Apache Griffin measure module needs two configuration files to define the parameters of execution, one is for environment, the other is for dq job.

Environment Parameters

{
  "spark": {
    "log.level": "WARN",
    "checkpoint.dir": "hdfs:///griffin/streaming/cp",
    "batch.interval": "1m",
    "process.interval": "5m",
    "config": {
      "spark.default.parallelism": 5,
      "spark.task.maxFailures": 5,
      "spark.streaming.kafkaMaxRatePerPartition": 1000,
      "spark.streaming.concurrentJobs": 4,
      "spark.yarn.maxAppAttempts": 5,
      "spark.yarn.am.attemptFailuresValidityInterval": "1h",
      "spark.yarn.max.executor.failures": 120,
      "spark.yarn.executor.failuresValidityInterval": "1h",
      "spark.hadoop.fs.hdfs.impl.disable.cache": true
    }
  },

  "sinks": [
    {
      "name": "ConsoleSink",
      "type": "console",
      "config": {
        "max.log.lines": 100
      }
    }, {
      "name": "HdfsSink",
      "type": "hdfs",
      "config": {
        "path": "hdfs:///griffin/streaming/persist",
        "max.lines.per.file": 10000
      }
    }
  ],

  "griffin.checkpoint": [
    {
      "type": "zk",
      "config": {
        "hosts": "<zookeeper host ip>:2181",
        "namespace": "griffin/infocache",
        "lock.path": "lock",
        "mode": "persist",
        "init.clear": true,
        "close.clear": false
      }
    }
  ]
}

Above lists environment parameters.

  • spark: This field configures spark and spark streaming parameters.
    • log.level: Level of spark log.
    • checkpoint.dir: Check point directory of spark streaming, for streaming mode.
    • batch.interval: Interval of dumping streaming data, for streaming mode.
    • process.interval: Interval of processing dumped streaming data, for streaming mode.
    • config: Configuration of spark parameters.
  • sinks: This field configures list of sink definitions to persist both records and metrics.

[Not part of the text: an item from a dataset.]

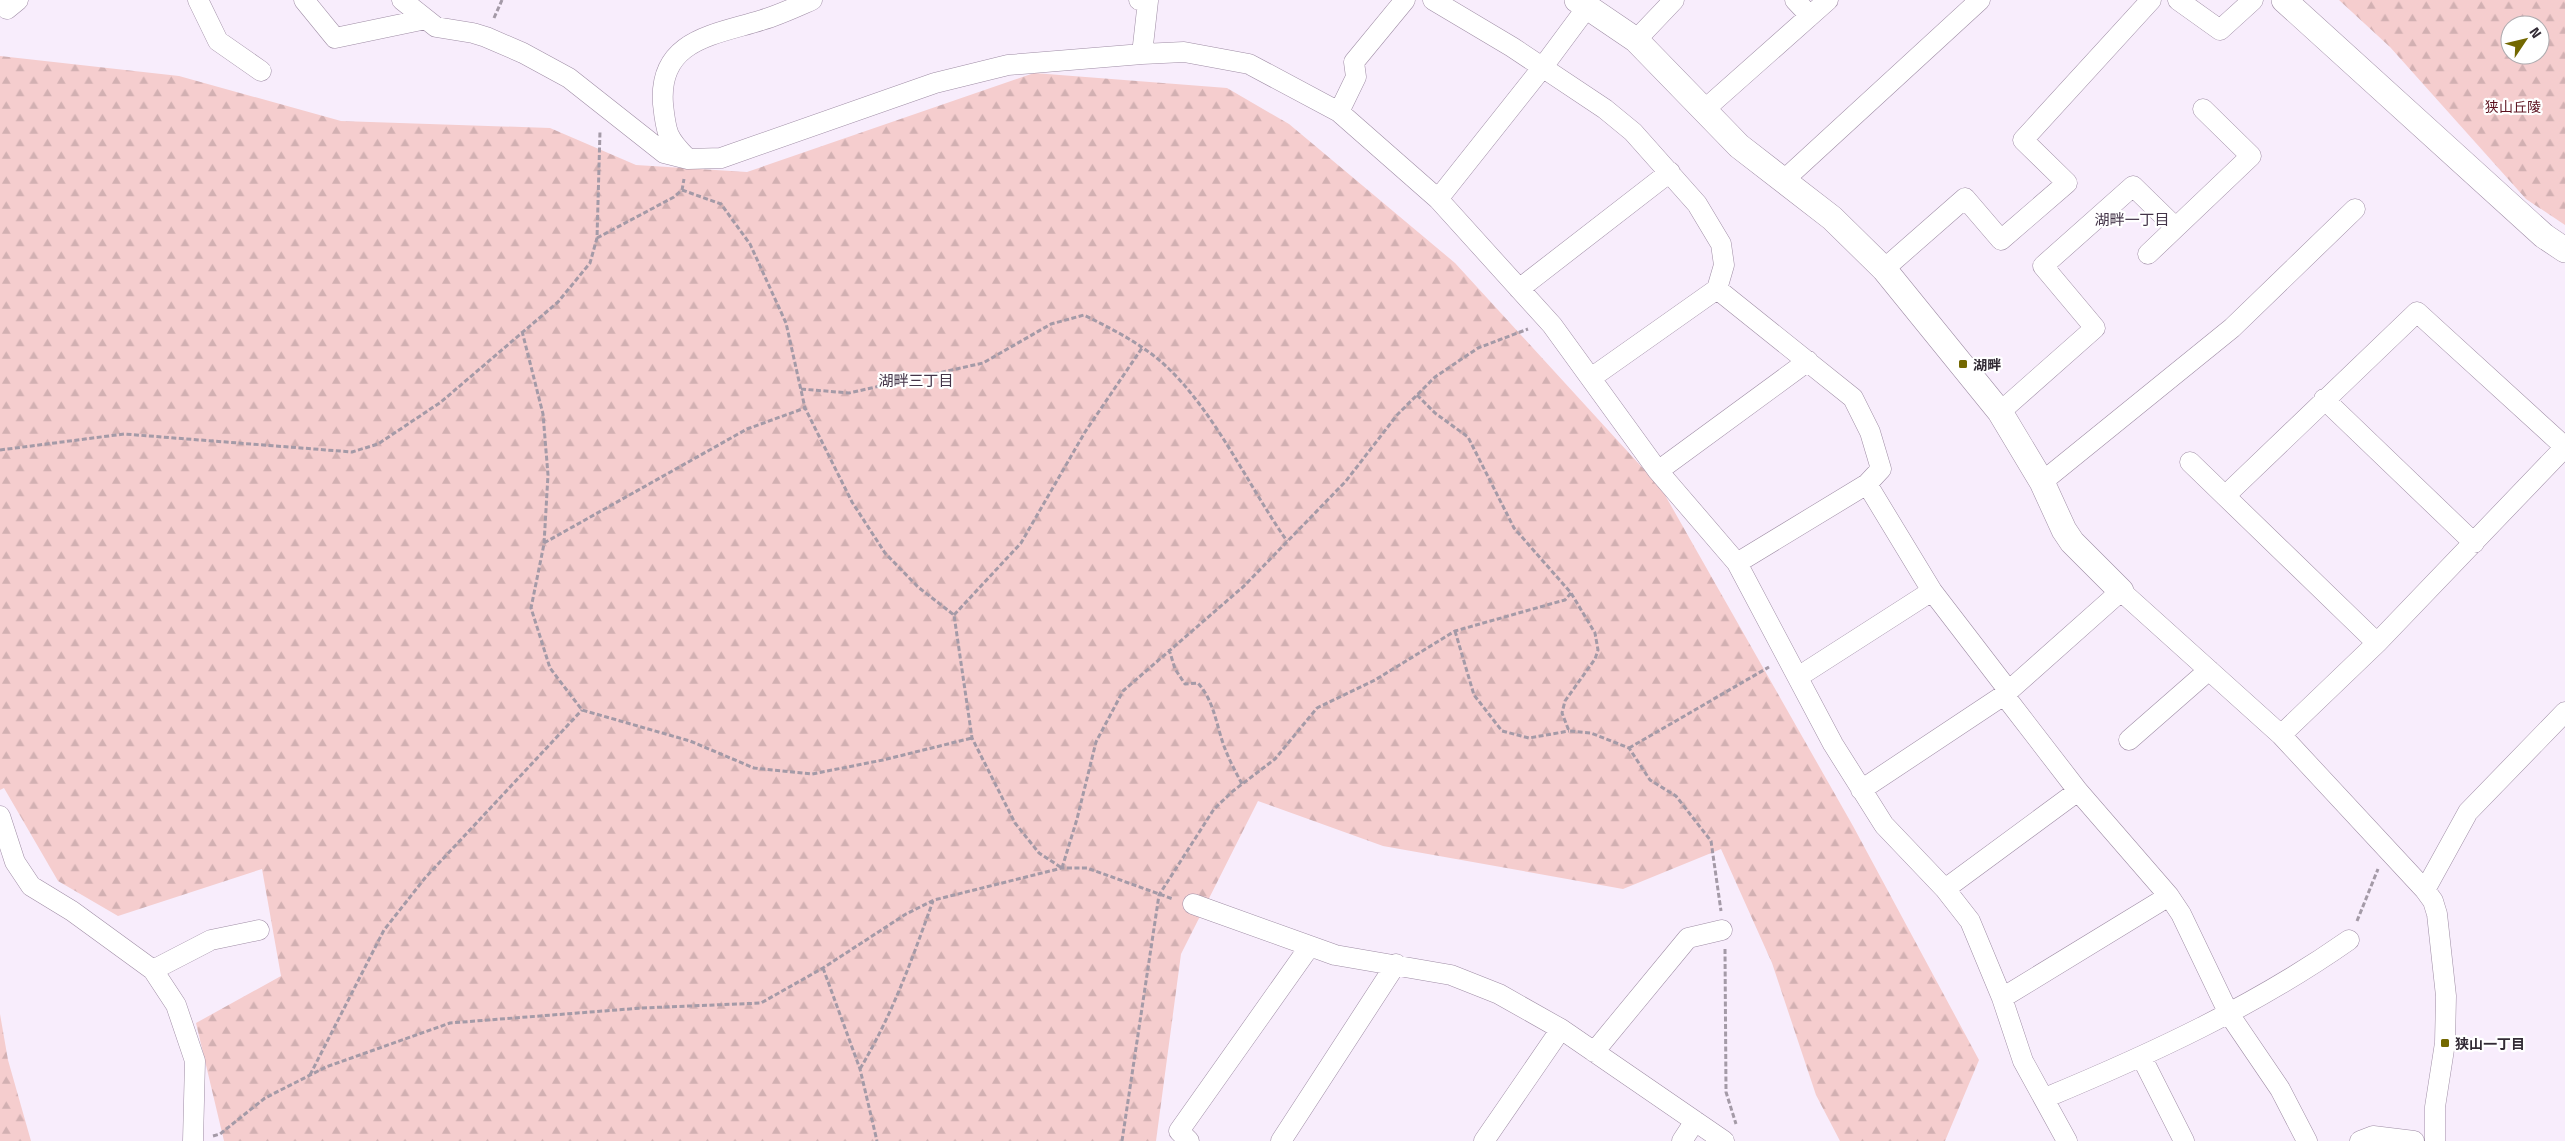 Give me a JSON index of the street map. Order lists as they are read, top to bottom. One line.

Details of sink configuration are available here.
  • griffin.checkpoint: This field configures list of griffin checkpoint parameters, multiple cache ways are supported. It is only for streaming dq case. Details of info cache configuration here.

Sinks

Sinks allow persistence of job metrics and bad data (source records that violated the defined rules) to external storage systems. Sinks have to be defined in the Env Config, and their name are mentioned in the Job Config.

List of supported sinks:

  • Console
  • HDFS
  • MongoDB
  • ElasticSearch
  • Custom Implementations

Configuration

A sample sink configuration is as following,

...

"sinks": [
   {
     "name": "ConsoleSink",
     "type": "CONSOLE",
     "config": {
       "numRows": 10,
       "truncate": false
     }
   }
 ]

...
Key Parameters:
NameTypeDescriptionSupported Values
nameStringUser defined unique name for Sink
typeStringType of Sink (Value is case insensitive)console, hdfs, elasticsearch, mongodb, custom
configObjectConfiguration params of the sinkDepends on sink type (see below)
For Custom Sinks:
  • config object must contain the key class whose value specifies class name for user-provided sink implementation. This class should implement org.apache.griffin.measure.sink.Sink trait
  • Example:
    ...
    
    "sinks": [
      {
        "name": "MyCustomSink",
        "type": "CUSTOM",
        "config": {
          "class": "my.package.sink.MyCustomSinkImpl",
          ...
        }
      }
    ]
    
    ...
    

Note: User-provided sink should be present in Spark job's class path, by either providing custom jar with --jars parameter to spark-submit or by adding setting spark.jars in spark -> config section of environment config.

For Console Sink:
  • Console Sink, supports the following configurations. Other alias' like ‘Log’ as value for type.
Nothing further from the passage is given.